Maud Alessandrini est une « matermittente » : enceinte et intermittente. Ou plutôt, elle l’était, car elle a perdu son statut pendant sa grossesse… il y a trois ans. Elle n’a pourtant touché encore aucune indemnité pour son congé maternité. Depuis 2003, les intermittentes ont droit à ce congé. Sauf que les calculs de Pôle emploi et de la Caisse primaire d’assurance maladie ne correspondent pas. Si Maud répondait aux critères du premier pour être reconnue comme intermittente – avoir travaillé au moins 507 heures les 10 derniers mois comme réalisatrice et monteuse –, elle ne collait pas à ceux de la seconde : avoir effectué 800 heures dans les 12 derniers mois ou 200 heures les trois derniers. Pôle emploi a dû s’aligner, et Maud pâtit d’une période d’inactivité sur son CV, un « trou » sans lien avec la réalité. Le procès qui l’oppose à la CPAM doit se tenir à Versailles le 21 janvier. Devenue auto-entrepreneuse, elle s’insurge contre un vide juridique qui exclut un certain nombre d’intermittents : « Pour les congés maladie, c’est le même problème. »

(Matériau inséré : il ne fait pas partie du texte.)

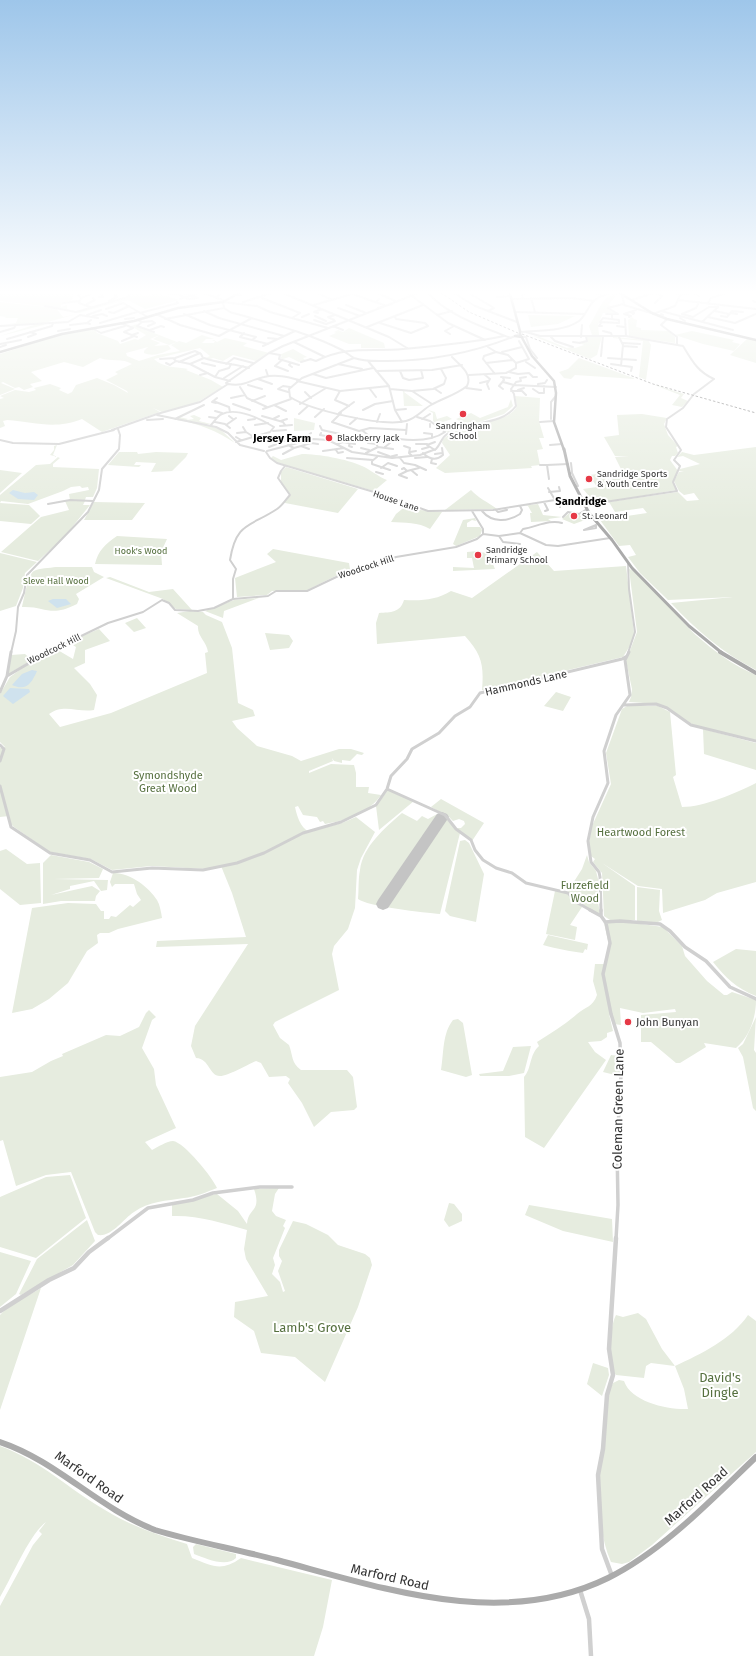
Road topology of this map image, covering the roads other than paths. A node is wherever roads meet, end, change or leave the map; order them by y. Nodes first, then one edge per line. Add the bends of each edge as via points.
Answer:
1 (197, 367) edge
2 (229, 367) edge
3 (241, 367) edge
4 (251, 367) edge
5 (279, 367) edge
6 (329, 367) edge
7 (352, 367) edge
8 (450, 367) edge
9 (464, 367) edge
10 (490, 367) edge
11 (516, 367) edge
12 (544, 367) edge
13 (632, 367) edge
14 (697, 367) edge
15 (249, 368) edge
16 (373, 368) joint
17 (441, 369) junction
18 (266, 370) dead end
19 (288, 370) dead end
20 (364, 370) junction
21 (421, 370) junction
22 (376, 371) junction
23 (400, 371) junction
24 (631, 371) dead end
25 (509, 372) junction
26 (208, 373) junction
27 (312, 374) junction
28 (342, 374) junction
29 (495, 374) junction
30 (200, 375) dead end
31 (469, 375) junction
32 (485, 375) junction
33 (215, 376) junction
34 (268, 376) junction
35 (526, 377) dead end
36 (536, 377) dead end
37 (224, 378) junction
38 (346, 378) dead end
39 (510, 378) dead end
40 (258, 379) junction
41 (298, 380) junction
42 (536, 380) dead end
43 (546, 380) dead end
44 (488, 381) junction
45 (502, 382) junction
46 (480, 383) dead end
47 (228, 384) junction
48 (248, 384) junction
49 (272, 384) dead end
50 (514, 385) junction
51 (538, 385) junction
52 (544, 386) junction
53 (240, 387) junction
54 (290, 387) junction
55 (556, 387) junction
56 (326, 388) junction
57 (389, 388) junction
58 (466, 388) junction
59 (524, 388) dead end
60 (223, 389) dead end
61 (262, 389) dead end
62 (370, 389) junction
63 (435, 389) junction
64 (489, 389) dead end
65 (503, 389) dead end
66 (533, 389) dead end
67 (481, 390) dead end
68 (518, 390) junction
69 (545, 390) junction
70 (549, 390) dead end
71 (340, 391) junction
72 (511, 391) junction
73 (288, 392) junction
74 (305, 392) dead end
75 (412, 392) junction
76 (441, 393) dead end
77 (245, 395) junction
78 (526, 395) dead end
79 (265, 396) dead end
80 (554, 396) junction
81 (376, 397) dead end
82 (217, 398) dead end
83 (231, 398) dead end
84 (311, 398) junction
85 (291, 399) junction
86 (208, 400) dead end
87 (330, 400) dead end
88 (335, 400) junction
89 (213, 401) junction
90 (252, 401) junction
91 (393, 401) junction
92 (354, 402) dead end
93 (223, 403) junction
94 (216, 404) dead end
95 (300, 404) junction
96 (432, 404) junction
97 (204, 405) dead end
98 (274, 405) junction
99 (220, 406) dead end
100 (239, 406) junction
101 (308, 406) junction
102 (348, 406) junction
103 (229, 407) junction
104 (267, 407) junction
105 (236, 408) dead end
106 (263, 409) dead end
107 (324, 409) junction
108 (363, 410) dead end
109 (395, 410) junction
110 (406, 410) dead end
111 (215, 411) dead end
112 (286, 411) dead end
113 (230, 412) junction
114 (244, 412) dead end
115 (222, 413) junction
116 (267, 413) dead end
117 (340, 413) junction
118 (299, 414) dead end
119 (380, 414) dead end
120 (430, 414) dead end
121 (158, 415) junction
122 (229, 416) dead end
123 (279, 416) dead end
124 (209, 417) dead end
125 (315, 417) dead end
126 (418, 417) junction
127 (165, 418) junction
128 (216, 418) junction
129 (267, 418) junction
130 (357, 418) junction
131 (175, 419) junction
132 (255, 419) junction
133 (273, 419) junction
134 (285, 419) dead end
135 (422, 419) junction
136 (147, 420) dead end
137 (248, 420) dead end
138 (552, 420) junction
139 (263, 421) junction
140 (281, 421) junction
141 (215, 422) junction
142 (377, 422) junction
143 (402, 422) junction
144 (540, 422) dead end
145 (222, 423) junction
146 (268, 423) junction
147 (430, 423) junction
148 (292, 424) dead end
149 (350, 424) dead end
150 (407, 424) dead end
151 (211, 425) junction
152 (226, 425) junction
153 (255, 425) dead end
154 (285, 425) junction
155 (219, 426) dead end
156 (280, 426) dead end
157 (320, 426) dead end
158 (243, 427) dead end
159 (430, 427) dead end
160 (117, 428) junction
161 (230, 428) dead end
162 (273, 430) junction
163 (286, 430) dead end
164 (406, 430) junction
165 (254, 431) dead end
166 (363, 431) junction
167 (438, 431) dead end
168 (246, 432) junction
169 (249, 432) junction
170 (444, 432) junction
171 (238, 433) dead end
172 (330, 433) junction
173 (424, 433) dead end
174 (311, 434) dead end
175 (320, 434) dead end
176 (406, 434) dead end
177 (449, 434) junction
178 (262, 435) junction
179 (326, 436) junction
180 (349, 436) dead end
181 (236, 437) dead end
182 (254, 437) junction
183 (247, 438) junction
184 (264, 438) junction
185 (269, 438) dead end
186 (304, 438) junction
187 (432, 438) junction
188 (324, 439) junction
189 (0, 440) edge
190 (241, 440) junction
191 (250, 440) dead end
192 (360, 440) dead end
193 (236, 442) junction
194 (350, 442) junction
195 (368, 442) dead end
196 (435, 442) dead end
197 (390, 443) dead end
198 (254, 444) dead end
199 (318, 444) dead end
200 (337, 444) junction
201 (416, 444) dead end
202 (427, 444) junction
203 (562, 444) junction
204 (288, 445) junction
205 (550, 445) dead end
206 (275, 446) junction
207 (301, 446) junction
208 (330, 446) dead end
209 (406, 446) dead end
210 (269, 447) dead end
211 (352, 447) dead end
212 (378, 447) junction
213 (385, 447) junction
214 (429, 447) junction
215 (294, 448) junction
216 (344, 448) junction
217 (361, 448) dead end
218 (442, 448) dead end
219 (278, 449) junction
220 (310, 449) dead end
221 (393, 449) dead end
222 (422, 449) dead end
223 (332, 450) junction
224 (336, 450) junction
225 (369, 450) junction
226 (435, 450) junction
227 (289, 451) junction
228 (323, 451) dead end
229 (416, 451) dead end
230 (266, 452) junction
231 (343, 452) dead end
232 (378, 452) dead end
233 (409, 452) junction
234 (293, 453) dead end
235 (366, 453) junction
236 (423, 453) junction
237 (442, 453) junction
238 (282, 454) dead end
239 (354, 454) dead end
240 (397, 454) dead end
241 (405, 454) dead end
242 (435, 454) dead end
243 (412, 456) junction
244 (376, 457) junction
245 (389, 457) junction
246 (427, 457) junction
247 (400, 458) junction
248 (415, 458) dead end
249 (359, 459) junction
250 (432, 459) junction
251 (373, 460) junction
252 (360, 462) dead end
253 (436, 464) dead end
254 (374, 465) junction
255 (540, 465) dead end
256 (547, 465) junction
257 (569, 465) junction
258 (285, 466) junction
259 (397, 466) dead end
260 (370, 468) dead end
261 (381, 468) junction
262 (419, 468) junction
263 (402, 469) dead end
264 (411, 470) junction
265 (426, 470) dead end
266 (406, 471) junction
267 (376, 472) dead end
268 (417, 475) dead end
269 (400, 476) junction
270 (395, 478) dead end
271 (407, 478) dead end
272 (549, 479) dead end
273 (559, 487) dead end
274 (548, 488) dead end
275 (550, 492) junction
276 (555, 500) junction
277 (568, 500) junction
278 (582, 500) junction
279 (93, 501) junction
280 (544, 502) junction
281 (48, 504) dead end
282 (569, 504) junction
283 (585, 505) junction
284 (590, 505) junction
285 (520, 506) junction
286 (560, 507) dead end
287 (570, 508) dead end
288 (587, 509) junction
289 (472, 511) junction
290 (482, 511) junction
291 (545, 511) dead end
292 (583, 512) junction
293 (589, 513) junction
294 (563, 516) dead end
295 (594, 518) junction
296 (508, 520) junction
297 (563, 523) dead end
298 (511, 524) dead end
299 (596, 525) junction
300 (520, 533) junction
301 (483, 534) junction
302 (499, 536) junction
303 (610, 538) junction
304 (520, 544) dead end
305 (628, 563) junction
306 (234, 599) junction
307 (623, 660) junction
308 (756, 673) edge
309 (7, 676) junction
310 (0, 692) edge
311 (627, 703) junction
312 (756, 741) edge
313 (0, 745) edge
314 (0, 761) edge
315 (0, 786) edge
316 (387, 789) junction
317 (601, 916) junction
318 (605, 922) junction
319 (756, 999) edge
320 (292, 1187) dead end
321 (0, 1311) edge
322 (0, 1442) edge
323 (756, 1457) edge
324 (612, 1577) junction
325 (580, 1590) junction
326 (591, 1656) edge

1 - 26 street
2 - 33 street via 219,371
3 - 37 street
4 - 47 street
5 - 19 street
6 - 27 street
7 - 20 street
8 - 17 street
9 - 31 street
10 - 29 street
11 - 25 street
12 - 55 main road
13 - 24 street
14 - 284 street via 714,380 694,394 683,408 667,419 666,423 668,433 681,450 674,460 680,466 673,482 677,491
15 - 47 street
16 - 20 street
16 - 22 street
17 - 21 street
17 - 63 street via 446,381
18 - 34 street
20 - 28 street
21 - 23 street
21 - 23 street via 423,378 409,380 403,378
22 - 23 street
22 - 57 street
25 - 29 street
25 - 36 street via 530,373
26 - 30 street
26 - 33 street
27 - 28 street via 326,378
27 - 41 street
28 - 38 street
29 - 32 street
31 - 32 street
31 - 58 street
32 - 44 street via 490,379
33 - 37 street
34 - 40 street
34 - 41 street
35 - 50 street via 520,378 521,381
37 - 47 street
39 - 45 street via 502,378
40 - 48 street
40 - 49 street
41 - 54 street
41 - 56 street
42 - 51 street
43 - 51 street via 545,383
44 - 46 street
44 - 64 street
45 - 50 street
45 - 65 street via 499,386
47 - 53 street
47 - 60 street
47 - 121 street via 202,401
48 - 53 street
48 - 61 street
50 - 51 street
50 - 72 street
51 - 52 street
52 - 55 street
52 - 69 street
53 - 77 street
54 - 73 street
54 - 73 street via 283,386 278,389
55 - 80 main road
56 - 71 street
56 - 84 street
57 - 62 street
57 - 75 street
57 - 91 street
58 - 67 street
58 - 96 street via 459,394
59 - 68 street
62 - 71 street
62 - 81 street
63 - 75 street
63 - 76 street
66 - 69 street via 537,390 537,393 544,393
68 - 72 street
68 - 78 street
69 - 70 street
71 - 88 street
72 - 177 street via 516,404 510,413
73 - 85 street
74 - 84 street
75 - 96 street
77 - 83 street
77 - 90 street
79 - 90 street
80 - 138 main road
80 - 138 street via 551,402
82 - 89 street
84 - 95 street
85 - 95 street
85 - 98 street
86 - 89 street
87 - 88 street
88 - 102 street
89 - 93 street
89 - 94 street
90 - 104 street
91 - 108 street via 378,403
91 - 109 street
92 - 102 street
93 - 99 street
93 - 103 street
95 - 101 street
96 - 126 street
97 - 131 street
98 - 104 street
98 - 112 street
100 - 103 street via 234,404
100 - 105 street
100 - 114 street via 249,410
101 - 107 street
101 - 118 street
102 - 117 street
103 - 113 street
104 - 106 street
107 - 117 street
107 - 125 street
109 - 110 street
109 - 143 street
111 - 115 street
113 - 115 street
113 - 132 street
115 - 128 street
116 - 129 street via 262,416
117 - 130 street
117 - 166 street via 332,422
119 - 142 street
120 - 135 street
121 - 127 street, House Lane
121 - 160 street
122 - 152 street via 234,419
123 - 133 street
124 - 128 street
126 - 135 street
126 - 143 street
127 - 131 street, House Lane
127 - 136 street
128 - 141 street
129 - 133 street
129 - 139 street
130 - 142 street
130 - 149 street
131 - 151 street, House Lane
132 - 137 street
132 - 139 street
133 - 140 street
134 - 140 street
135 - 147 street
138 - 144 street
138 - 203 main road
139 - 146 street
140 - 154 street
141 - 145 street
141 - 151 street
142 - 143 street
145 - 152 street
145 - 155 street
146 - 153 street via 264,427
146 - 162 street via 274,427
147 - 159 street
147 - 170 street
148 - 154 street
150 - 164 street
151 - 193 street, House Lane via 224,431
152 - 161 street
154 - 156 street
157 - 172 street via 321,430
158 - 168 street
160 - 189 street via 62,443 13,443
160 - 279 street via 120,435 119,449 102,469 99,490
162 - 163 street via 278,433
162 - 178 street
164 - 166 street via 367,427
164 - 176 street
165 - 169 street
166 - 187 street via 371,435
167 - 170 street
168 - 169 street
168 - 171 street
169 - 182 street
170 - 177 street
170 - 187 street via 442,436
172 - 179 street
172 - 180 street
173 - 187 street via 432,434
174 - 186 street
175 - 179 street
177 - 226 street
178 - 182 street
178 - 184 street
179 - 188 street
181 - 190 street
182 - 183 street
183 - 190 street
183 - 191 street
184 - 185 street
184 - 198 street
186 - 188 street
186 - 204 street
186 - 206 street via 292,438
188 - 200 street
190 - 193 street
192 - 194 street
193 - 230 street, House Lane
194 - 200 street
194 - 211 street via 349,445
195 - 212 street
196 - 202 street
197 - 213 street
199 - 207 street
200 - 216 street
201 - 202 street
202 - 214 street
203 - 205 street
203 - 257 main road
204 - 215 street
204 - 219 street
206 - 210 street
206 - 219 street
207 - 215 street
207 - 220 street
208 - 223 street
209 - 233 street via 410,449
212 - 213 street
212 - 225 street
213 - 221 street
214 - 222 street
214 - 226 street
215 - 227 street
216 - 224 street
216 - 235 street
217 - 225 street
218 - 237 street
219 - 230 street
223 - 224 street
223 - 228 street
224 - 231 street via 338,453
225 - 235 street
226 - 236 street
227 - 234 street
227 - 238 street
229 - 233 street
230 - 258 street, House Lane via 271,460
232 - 245 street
233 - 241 street
233 - 243 street
235 - 244 street
236 - 243 street
236 - 246 street
237 - 242 street
237 - 250 street via 440,458
239 - 249 street via 348,458
240 - 245 street
243 - 247 street
244 - 245 street
244 - 251 street
245 - 247 street
246 - 248 street
246 - 250 street
247 - 262 street via 404,463
249 - 251 street
249 - 252 street
250 - 253 street via 431,463
251 - 254 street
254 - 260 street
254 - 261 street
255 - 256 street
256 - 257 street
256 - 272 street
257 - 278 main road
258 - 289 street, House Lane via 388,496 424,510
258 - 306 street via 279,472 279,484 290,495 279,508 245,525 233,544 230,560 236,569 233,579
259 - 261 street via 388,463
261 - 267 street via 389,470 383,474
262 - 264 street
262 - 265 street
263 - 266 street
264 - 266 street
264 - 268 street
266 - 269 street
269 - 270 street
269 - 271 street
273 - 275 street via 560,491
274 - 275 street
275 - 276 street
276 - 277 street
276 - 280 street
277 - 278 street
277 - 282 street
278 - 283 main road
279 - 281 street via 70,500
279 - 309 street via 80,522 27,575 24,594 18,607
280 - 285 street
280 - 291 street via 548,510
282 - 286 street via 559,505
282 - 287 street
283 - 284 street
283 - 288 main road
284 - 288 street
285 - 290 street, House Lane via 506,508 503,512
285 - 296 street via 520,514
288 - 292 street
288 - 293 main road
289 - 290 street, House Lane
289 - 301 street via 483,529
290 - 296 street via 491,518
292 - 293 street
292 - 294 street via 580,514 569,511
293 - 295 main road
295 - 299 street via 592,519
295 - 303 main road
296 - 298 street
297 - 300 street via 544,523
299 - 299 street via 593,527 584,530 596,528
300 - 302 street
300 - 303 street via 546,545 558,546
301 - 302 street
301 - 306 street, Woodcock Hill via 476,540 457,547 396,557 367,568 351,570 309,590 276,591 268,596
302 - 304 street via 503,542
303 - 305 main road
305 - 307 street via 635,632 633,642
305 - 308 main road via 696,633 720,652
306 - 309 street, Woodcock Hill via 214,608 196,612 175,610 162,600 143,612 108,623 70,640
307 - 311 street via 630,688
307 - 316 street, Hammonds Lane via 480,693 470,707 455,716 439,733 414,747 391,776
309 - 310 street
311 - 312 street via 656,704 667,708 691,725
311 - 317 street via 616,715 604,750 608,783 592,817 588,841 591,862 600,877
313 - 314 street via 4,749
315 - 316 street, Hammonds Lane via 12,827 50,853 90,860 112,872 152,868 203,870 237,863 264,853 302,833 362,814 378,803
316 - 317 street via 445,815 456,829 471,840 483,860 496,868 512,873 526,883 568,893 576,902
317 - 318 street, Coleman Green Lane
318 - 319 street via 665,926 685,947 706,961 730,987
318 - 324 street, Coleman Green Lane via 610,943 603,974 620,1043 621,1075 617,1146 618,1205 609,1349 613,1375 607,1396 603,1449 598,1475 602,1549
320 - 321 street via 260,1187 213,1193 193,1200 148,1208 89,1252 74,1268 49,1280
322 - 325 main road, Marford Road via 19,1448 48,1463 120,1514 143,1525 191,1540 440,1601 483,1603 539,1600
323 - 324 main road, Marford Road via 651,1552
324 - 325 main road, Marford Road
325 - 326 street via 588,1619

Ce qui a frappé Jacques en arrivant dans son antenne parisienne ? Certains « anciens », conseillers depuis trente ans, auraient « encore tendance à considérer les chômeurs comme des feignasses ». Ce qui n’est pas le cas des conseillers embauchés plus récemment, qui « savent ce que c’est que le chômage. » En outre, il déplore une scission entre les « Assedic » et les « ANPE », ainsi qu’ils s’appellent entre eux. La fusion entre l’organisme qui enregistrait les chômeurs et les indemnisait et l’établissement public qui centralisait les offres et demandes d’emploi ne s’est en réalité jamais faite. « On doit donc naviguer entre deux cultures différentes. Les “Assedic” fonctionnent comme le privé. Les “ANPE” sont plus dans l’esprit service public. » Autre problème : l’inflation du nombre de demandeurs d’emploi par conseiller. Lui, en tant que senior fraîchement arrivé, on ne lui en a pas confié trop. « Ainsi, j’arrive à suivre correctement les gens. Je m’attache à faire du coaching personnel. » Selon lui, les conseillers n’ont pas de pression sur les résultats, ce sont les directeurs qui en auraient et la répercuteraient sur les responsables d’équipe. Jacques voudrait pourtant rétablir des vérités qui vont à l’encontre idées reçues. Non, les chômeurs qui arrivent en fin de droits ne sont pas pris par surprise : dès le départ, ils connaissent l’échéance. Ce qui tombe brutalement, en revanche, ce sont les radiations, quand un demandeur ne se présente pas à une convocation. « Mais on n’est radié que pour deux mois, on peut revenir après. Et puis des solutions existent, même en fin de droits. » Et de détailler, en bon conseiller, tous les dispositifs que les gens ignorent.

Le hic, c’est que les conseillers n’ont pas toujours le temps de faire leur travail correctement. En raison du nombre de personnes à accompagner et de l’obligation d’être « multitâches ». « Pôle emploi fait des économies sur tout, même le papier : les lettres de radiation, par exemple, partent par la poste. Elles sont violentes, les gens ne les loupent pas. Mais les convocations se font via le site de Pôle emploi. Or, un mail, ça se rate. » Aujourd’hui, Jacques est de nouveau demandeur d’emploi, à dix-huit mois de la retraite. Pôle emploi n’a pas renouvelé son contrat.